◆ Data for analysis:
= = =

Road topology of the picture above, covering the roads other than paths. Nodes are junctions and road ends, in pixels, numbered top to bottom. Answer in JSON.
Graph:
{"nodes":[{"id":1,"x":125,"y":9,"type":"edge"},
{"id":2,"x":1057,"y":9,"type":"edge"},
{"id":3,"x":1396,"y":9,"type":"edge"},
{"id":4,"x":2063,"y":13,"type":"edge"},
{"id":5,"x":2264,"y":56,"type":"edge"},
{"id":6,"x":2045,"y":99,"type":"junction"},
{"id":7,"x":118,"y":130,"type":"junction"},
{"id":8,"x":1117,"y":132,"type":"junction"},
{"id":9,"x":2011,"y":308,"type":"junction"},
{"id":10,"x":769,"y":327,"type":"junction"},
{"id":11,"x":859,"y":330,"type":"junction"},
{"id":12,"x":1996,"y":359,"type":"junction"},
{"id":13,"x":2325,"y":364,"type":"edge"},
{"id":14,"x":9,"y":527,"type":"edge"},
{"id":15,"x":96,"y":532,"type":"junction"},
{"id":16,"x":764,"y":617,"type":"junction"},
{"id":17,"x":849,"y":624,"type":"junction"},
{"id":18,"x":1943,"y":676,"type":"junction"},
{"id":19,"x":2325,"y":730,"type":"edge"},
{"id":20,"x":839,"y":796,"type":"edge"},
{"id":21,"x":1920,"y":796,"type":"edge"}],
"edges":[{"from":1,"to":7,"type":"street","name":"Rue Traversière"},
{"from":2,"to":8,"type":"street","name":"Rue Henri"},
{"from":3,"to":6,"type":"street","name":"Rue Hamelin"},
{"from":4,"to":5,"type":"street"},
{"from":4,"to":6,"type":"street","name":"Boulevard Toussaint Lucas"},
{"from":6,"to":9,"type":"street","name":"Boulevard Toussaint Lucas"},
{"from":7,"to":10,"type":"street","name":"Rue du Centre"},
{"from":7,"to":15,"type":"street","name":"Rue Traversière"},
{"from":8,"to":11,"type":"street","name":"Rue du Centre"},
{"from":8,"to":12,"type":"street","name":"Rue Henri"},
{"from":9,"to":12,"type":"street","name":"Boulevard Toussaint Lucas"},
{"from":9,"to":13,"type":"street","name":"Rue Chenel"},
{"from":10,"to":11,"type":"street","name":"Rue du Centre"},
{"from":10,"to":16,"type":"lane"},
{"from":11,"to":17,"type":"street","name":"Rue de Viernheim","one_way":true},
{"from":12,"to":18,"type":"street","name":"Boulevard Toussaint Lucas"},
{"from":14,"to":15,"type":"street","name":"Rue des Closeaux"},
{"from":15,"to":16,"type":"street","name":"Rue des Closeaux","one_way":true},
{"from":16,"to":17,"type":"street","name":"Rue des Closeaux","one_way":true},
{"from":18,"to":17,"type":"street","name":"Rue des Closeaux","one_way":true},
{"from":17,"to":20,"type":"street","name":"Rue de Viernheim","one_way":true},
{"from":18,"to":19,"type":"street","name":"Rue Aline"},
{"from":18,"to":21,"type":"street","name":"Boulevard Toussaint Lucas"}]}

= = =

◆ Work item: Extract all of the data shown above without alteration.

◆ Answer section:
Road topology of the picture above, covering the roads other than paths. Nodes are junctions and road ends, in pixels, numbered top to bottom. Answer in JSON.
Graph:
{"nodes":[{"id":1,"x":125,"y":9,"type":"edge"},
{"id":2,"x":1057,"y":9,"type":"edge"},
{"id":3,"x":1396,"y":9,"type":"edge"},
{"id":4,"x":2063,"y":13,"type":"edge"},
{"id":5,"x":2264,"y":56,"type":"edge"},
{"id":6,"x":2045,"y":99,"type":"junction"},
{"id":7,"x":118,"y":130,"type":"junction"},
{"id":8,"x":1117,"y":132,"type":"junction"},
{"id":9,"x":2011,"y":308,"type":"junction"},
{"id":10,"x":769,"y":327,"type":"junction"},
{"id":11,"x":859,"y":330,"type":"junction"},
{"id":12,"x":1996,"y":359,"type":"junction"},
{"id":13,"x":2325,"y":364,"type":"edge"},
{"id":14,"x":9,"y":527,"type":"edge"},
{"id":15,"x":96,"y":532,"type":"junction"},
{"id":16,"x":764,"y":617,"type":"junction"},
{"id":17,"x":849,"y":624,"type":"junction"},
{"id":18,"x":1943,"y":676,"type":"junction"},
{"id":19,"x":2325,"y":730,"type":"edge"},
{"id":20,"x":839,"y":796,"type":"edge"},
{"id":21,"x":1920,"y":796,"type":"edge"}],
"edges":[{"from":1,"to":7,"type":"street","name":"Rue Traversière"},
{"from":2,"to":8,"type":"street","name":"Rue Henri"},
{"from":3,"to":6,"type":"street","name":"Rue Hamelin"},
{"from":4,"to":5,"type":"street"},
{"from":4,"to":6,"type":"street","name":"Boulevard Toussaint Lucas"},
{"from":6,"to":9,"type":"street","name":"Boulevard Toussaint Lucas"},
{"from":7,"to":10,"type":"street","name":"Rue du Centre"},
{"from":7,"to":15,"type":"street","name":"Rue Traversière"},
{"from":8,"to":11,"type":"street","name":"Rue du Centre"},
{"from":8,"to":12,"type":"street","name":"Rue Henri"},
{"from":9,"to":12,"type":"street","name":"Boulevard Toussaint Lucas"},
{"from":9,"to":13,"type":"street","name":"Rue Chenel"},
{"from":10,"to":11,"type":"street","name":"Rue du Centre"},
{"from":10,"to":16,"type":"lane"},
{"from":11,"to":17,"type":"street","name":"Rue de Viernheim","one_way":true},
{"from":12,"to":18,"type":"street","name":"Boulevard Toussaint Lucas"},
{"from":14,"to":15,"type":"street","name":"Rue des Closeaux"},
{"from":15,"to":16,"type":"street","name":"Rue des Closeaux","one_way":true},
{"from":16,"to":17,"type":"street","name":"Rue des Closeaux","one_way":true},
{"from":18,"to":17,"type":"street","name":"Rue des Closeaux","one_way":true},
{"from":17,"to":20,"type":"street","name":"Rue de Viernheim","one_way":true},
{"from":18,"to":19,"type":"street","name":"Rue Aline"},
{"from":18,"to":21,"type":"street","name":"Boulevard Toussaint Lucas"}]}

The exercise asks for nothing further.